Ethnicities were 93.4% European/Pākehā, 13.4% Māori, 1.0% Pacific peoples, 0.7% Asian, and 2.1% other ethnicities (totals add to more than 100% since people could identify with multiple ethnicities).

The proportion of people born overseas was 12.4%, compared with 27.1% nationally.

Although some people objected to giving their religion, 55.5% had no religion, 34.8% were Christian, 0.3% were Hindu and 2.1% had other religions.

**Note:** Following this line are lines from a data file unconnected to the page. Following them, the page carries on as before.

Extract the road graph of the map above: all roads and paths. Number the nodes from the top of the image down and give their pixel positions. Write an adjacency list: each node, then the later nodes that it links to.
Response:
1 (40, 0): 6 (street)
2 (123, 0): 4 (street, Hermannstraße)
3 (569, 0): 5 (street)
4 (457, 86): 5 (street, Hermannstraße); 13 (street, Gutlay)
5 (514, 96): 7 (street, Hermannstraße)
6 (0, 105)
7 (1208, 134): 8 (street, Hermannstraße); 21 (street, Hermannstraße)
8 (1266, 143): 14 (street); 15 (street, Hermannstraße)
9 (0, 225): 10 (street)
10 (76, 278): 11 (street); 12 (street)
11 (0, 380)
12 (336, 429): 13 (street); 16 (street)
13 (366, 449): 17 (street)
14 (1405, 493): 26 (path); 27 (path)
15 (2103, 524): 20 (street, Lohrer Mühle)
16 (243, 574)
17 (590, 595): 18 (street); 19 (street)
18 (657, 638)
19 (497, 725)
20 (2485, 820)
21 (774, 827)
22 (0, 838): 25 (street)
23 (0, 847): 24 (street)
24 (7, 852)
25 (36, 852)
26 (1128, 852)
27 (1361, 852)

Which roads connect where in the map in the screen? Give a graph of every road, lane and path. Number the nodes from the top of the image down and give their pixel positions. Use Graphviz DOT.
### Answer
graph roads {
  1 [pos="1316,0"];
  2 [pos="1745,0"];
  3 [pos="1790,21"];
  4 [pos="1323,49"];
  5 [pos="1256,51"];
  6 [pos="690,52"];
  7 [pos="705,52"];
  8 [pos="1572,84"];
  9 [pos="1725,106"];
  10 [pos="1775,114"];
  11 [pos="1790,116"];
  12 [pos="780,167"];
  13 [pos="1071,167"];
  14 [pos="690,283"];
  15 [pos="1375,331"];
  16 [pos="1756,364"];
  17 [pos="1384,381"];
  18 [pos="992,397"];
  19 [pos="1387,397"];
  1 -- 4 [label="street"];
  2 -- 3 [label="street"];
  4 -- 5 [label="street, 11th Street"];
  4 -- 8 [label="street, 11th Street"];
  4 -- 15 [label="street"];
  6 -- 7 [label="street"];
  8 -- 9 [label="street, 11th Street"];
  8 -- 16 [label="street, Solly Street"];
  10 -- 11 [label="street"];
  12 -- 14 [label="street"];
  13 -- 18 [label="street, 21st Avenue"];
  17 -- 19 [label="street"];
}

Of those at least 15 years old, 174 (25.9%) people had a bachelor or higher degree, and 78 (11.6%) people had no formal qualifications. The median income was $41,000, compared with $31,800 nationally. The employment status of those at least 15 was that 390 (58.0%) people were employed full-time, 126 (18.8%) were part-time, and 9 (1.3%) were unemployed.

Economy 

Gladstone is primarily a farming community and some viticulture occurs in the area. Viticultural activity is increasing as winemakers realise the potential of soil and climate that produce low yielding rich concentrated grapes. Gladstone also has a number of small businesses and industries, including cafes, homestays, and a wheelwright shop. The Summit Lodge is Gladstone's five star rated guest lodge which has been hosting guests since it was built in 2009.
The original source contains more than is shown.